Directions: Should the word "Poly" occur in a line of the records, copy that line.

-- Dataset content follows --

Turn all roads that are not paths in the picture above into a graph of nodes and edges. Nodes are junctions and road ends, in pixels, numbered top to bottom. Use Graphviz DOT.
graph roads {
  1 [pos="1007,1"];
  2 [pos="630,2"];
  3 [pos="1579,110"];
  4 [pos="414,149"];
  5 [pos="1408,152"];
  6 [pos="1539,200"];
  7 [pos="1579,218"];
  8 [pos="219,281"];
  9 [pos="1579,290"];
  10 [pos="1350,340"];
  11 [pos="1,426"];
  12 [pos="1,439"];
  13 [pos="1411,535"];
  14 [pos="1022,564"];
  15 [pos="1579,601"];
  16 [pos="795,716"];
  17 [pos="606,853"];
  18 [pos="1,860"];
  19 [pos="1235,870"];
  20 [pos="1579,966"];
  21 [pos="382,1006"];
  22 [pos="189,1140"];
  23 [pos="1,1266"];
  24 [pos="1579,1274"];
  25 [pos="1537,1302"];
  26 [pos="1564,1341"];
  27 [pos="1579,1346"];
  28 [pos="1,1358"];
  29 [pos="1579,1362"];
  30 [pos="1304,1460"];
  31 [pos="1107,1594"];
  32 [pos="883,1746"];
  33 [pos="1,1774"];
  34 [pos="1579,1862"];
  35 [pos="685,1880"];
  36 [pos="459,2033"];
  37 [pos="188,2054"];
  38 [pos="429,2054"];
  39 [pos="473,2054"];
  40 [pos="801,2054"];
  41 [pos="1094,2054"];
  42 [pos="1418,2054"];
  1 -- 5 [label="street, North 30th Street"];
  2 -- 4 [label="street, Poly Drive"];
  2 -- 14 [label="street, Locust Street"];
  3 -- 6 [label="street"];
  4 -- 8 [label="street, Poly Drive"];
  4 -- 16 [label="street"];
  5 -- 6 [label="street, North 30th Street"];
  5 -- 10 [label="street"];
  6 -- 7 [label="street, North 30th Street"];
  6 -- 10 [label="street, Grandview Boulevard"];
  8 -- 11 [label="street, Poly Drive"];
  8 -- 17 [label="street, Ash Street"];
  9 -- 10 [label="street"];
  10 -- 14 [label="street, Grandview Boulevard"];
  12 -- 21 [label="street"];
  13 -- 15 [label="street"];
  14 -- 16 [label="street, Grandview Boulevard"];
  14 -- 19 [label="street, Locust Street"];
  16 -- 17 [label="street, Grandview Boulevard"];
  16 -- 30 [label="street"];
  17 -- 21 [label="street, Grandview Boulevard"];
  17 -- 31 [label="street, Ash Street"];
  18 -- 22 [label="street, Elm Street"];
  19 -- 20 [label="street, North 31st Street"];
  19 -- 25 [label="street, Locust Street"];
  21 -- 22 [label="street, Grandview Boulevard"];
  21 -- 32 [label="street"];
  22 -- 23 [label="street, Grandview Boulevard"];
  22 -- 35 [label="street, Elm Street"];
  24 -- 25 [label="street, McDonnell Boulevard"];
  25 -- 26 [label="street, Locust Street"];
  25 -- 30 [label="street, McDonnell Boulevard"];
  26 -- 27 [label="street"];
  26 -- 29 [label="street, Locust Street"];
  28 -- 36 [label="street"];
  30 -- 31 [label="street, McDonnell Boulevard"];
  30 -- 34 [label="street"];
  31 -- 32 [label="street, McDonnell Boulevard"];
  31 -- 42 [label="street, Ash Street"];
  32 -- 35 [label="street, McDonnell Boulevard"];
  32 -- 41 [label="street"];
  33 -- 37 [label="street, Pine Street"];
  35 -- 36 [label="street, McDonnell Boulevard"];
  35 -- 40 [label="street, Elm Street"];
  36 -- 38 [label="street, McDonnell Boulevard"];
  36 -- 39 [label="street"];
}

-- Dataset content concluded --

Exercise answer:
  2 -- 4 [label="street, Poly Drive"];
  4 -- 8 [label="street, Poly Drive"];
  8 -- 11 [label="street, Poly Drive"];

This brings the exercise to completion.